From 72fbda4cefabf698ec096ec0e272a6c81bed7320 Mon Sep 17 00:00:00 2001
From: Tyler Goodlet <jgbt@protonmail.com>
Date: Wed, 12 Oct 2022 12:35:11 -0400
Subject: [PATCH] Add nooz file

---
 nooz/337.feature.rst | 41 +++++++++++++++++++++++++++++++++++++++++
 1 file changed, 41 insertions(+)
 create mode 100644 nooz/337.feature.rst

diff --git a/nooz/337.feature.rst b/nooz/337.feature.rst
new file mode 100644
index 0000000..6e3e903
--- /dev/null
+++ b/nooz/337.feature.rst
@@ -0,0 +1,41 @@
+Add support for debug-lock blocking using a ``._debug.Lock._blocked:
+set[tuple]`` and add ids when no-more IPC connections with the
+root actor are detected.
+
+This is an enhancement which (mostly) solves a lingering debugger
+locking race case we needed to handle:
+
+- child crashes acquires TTY lock in root and attaches to ``pdb``
+- child IPC goes down such that all channels to the root are broken
+  / non-functional.
+- root is stuck thinking the child is still in debug even though it
+  can't be contacted and the child actor machinery hasn't been
+  cancelled by its parent.
+- root get's stuck in deadlock with child since it won't send a cancel
+  request until the child is finished debugging (to avoid clobbering
+  a child that is actually using the debugger), but the child can't
+  unlock the debugger bc IPC is down and it can't contact the root.
+
+To avoid this scenario add debug lock blocking list via
+`._debug.Lock._blocked: set[tuple]` which holds actor uids for any actor
+that is detected by the root as having no transport channel connections
+(of which at least one should exist if this sub-actor at some point
+acquired the debug lock).
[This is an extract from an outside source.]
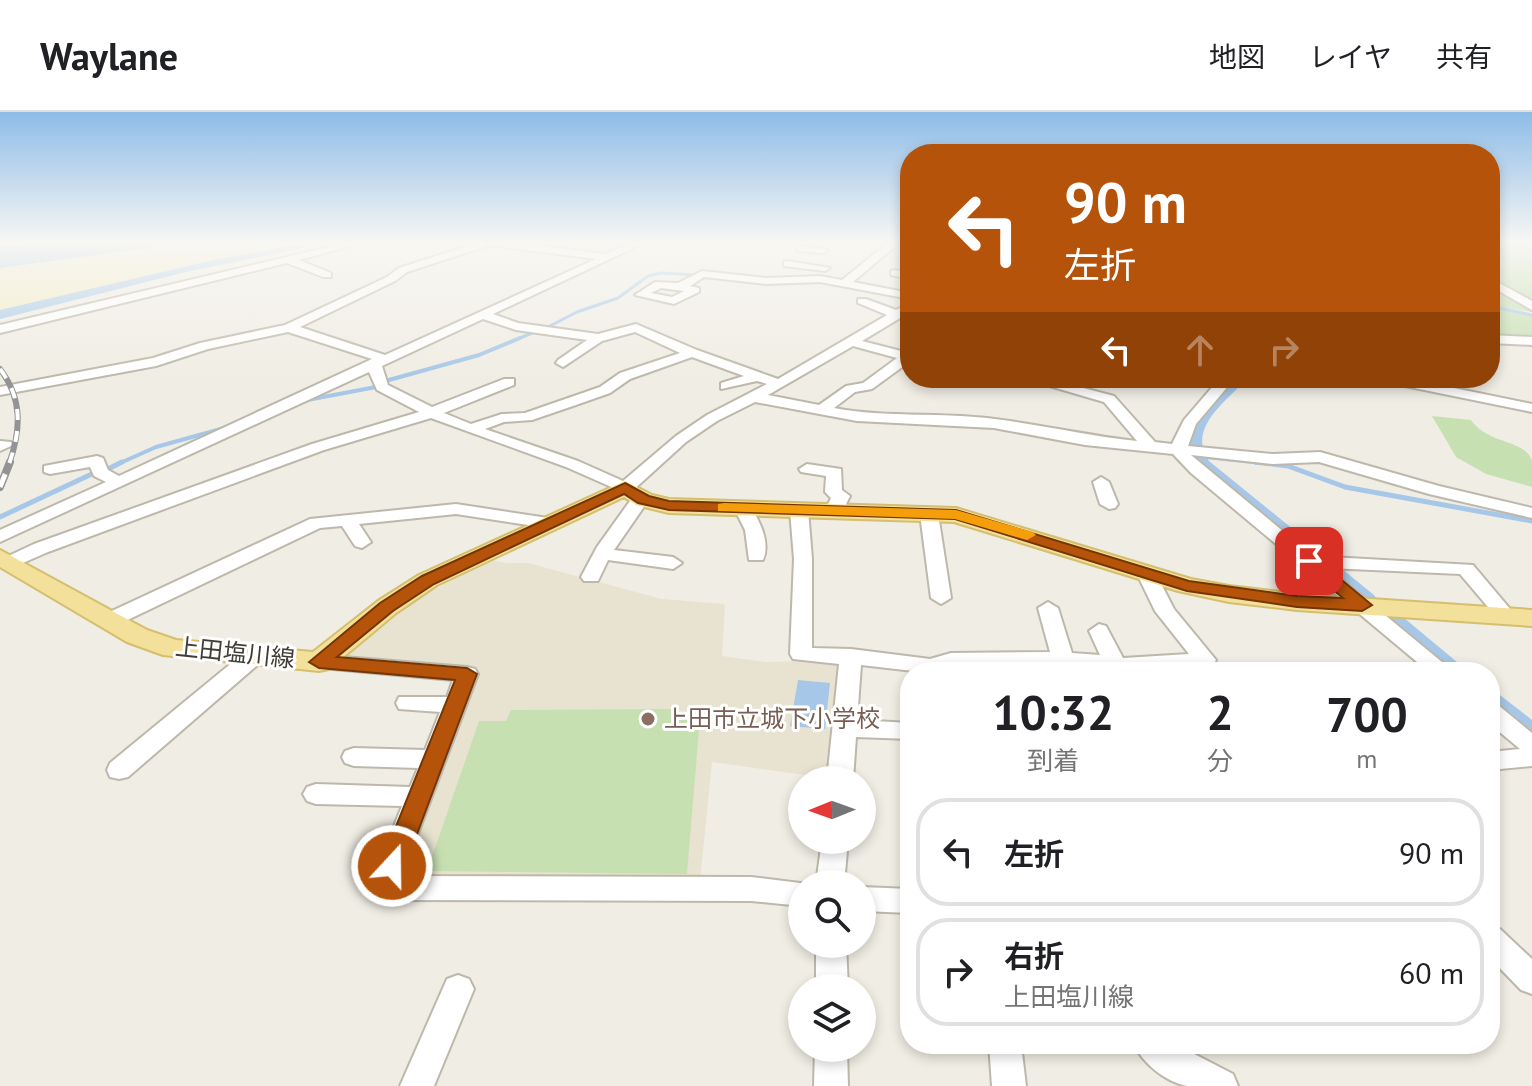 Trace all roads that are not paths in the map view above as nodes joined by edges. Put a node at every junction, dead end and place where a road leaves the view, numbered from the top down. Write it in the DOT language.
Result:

The root consequently checks this list for any
+actor that tries to (re)acquire the lock and blocks with
+a ``ContextCancelled``. Further, when a debug condition is tested in
+``._runtime._invoke``, the context's ``._enter_debugger_on_cancel`` is
+set to `False` if the actor was put on the block list then all
+post-mortem / crash handling will be bypassed for that task.
+
+In theory this approach to block list management may cause problems
+where some nested child actor acquires and releases the lock multiple
+times and it gets stuck on the block list after the first use? If this
+turns out to be an issue we can try changing the strat so blocks are
+only added when the root has zero IPC peers left?
+
+Further, this adds a root-locking-task side cancel scope,
+``Lock._root_local_task_cs_in_debug``, which can be ``.cancel()``-ed by the root
+runtime when a stale lock is detected during the IPC channel testing.
+However, right now we're NOT using this since it seems to cause test
+failures likely due to causing pre-mature cancellation and maybe needs
+a bit more experimenting?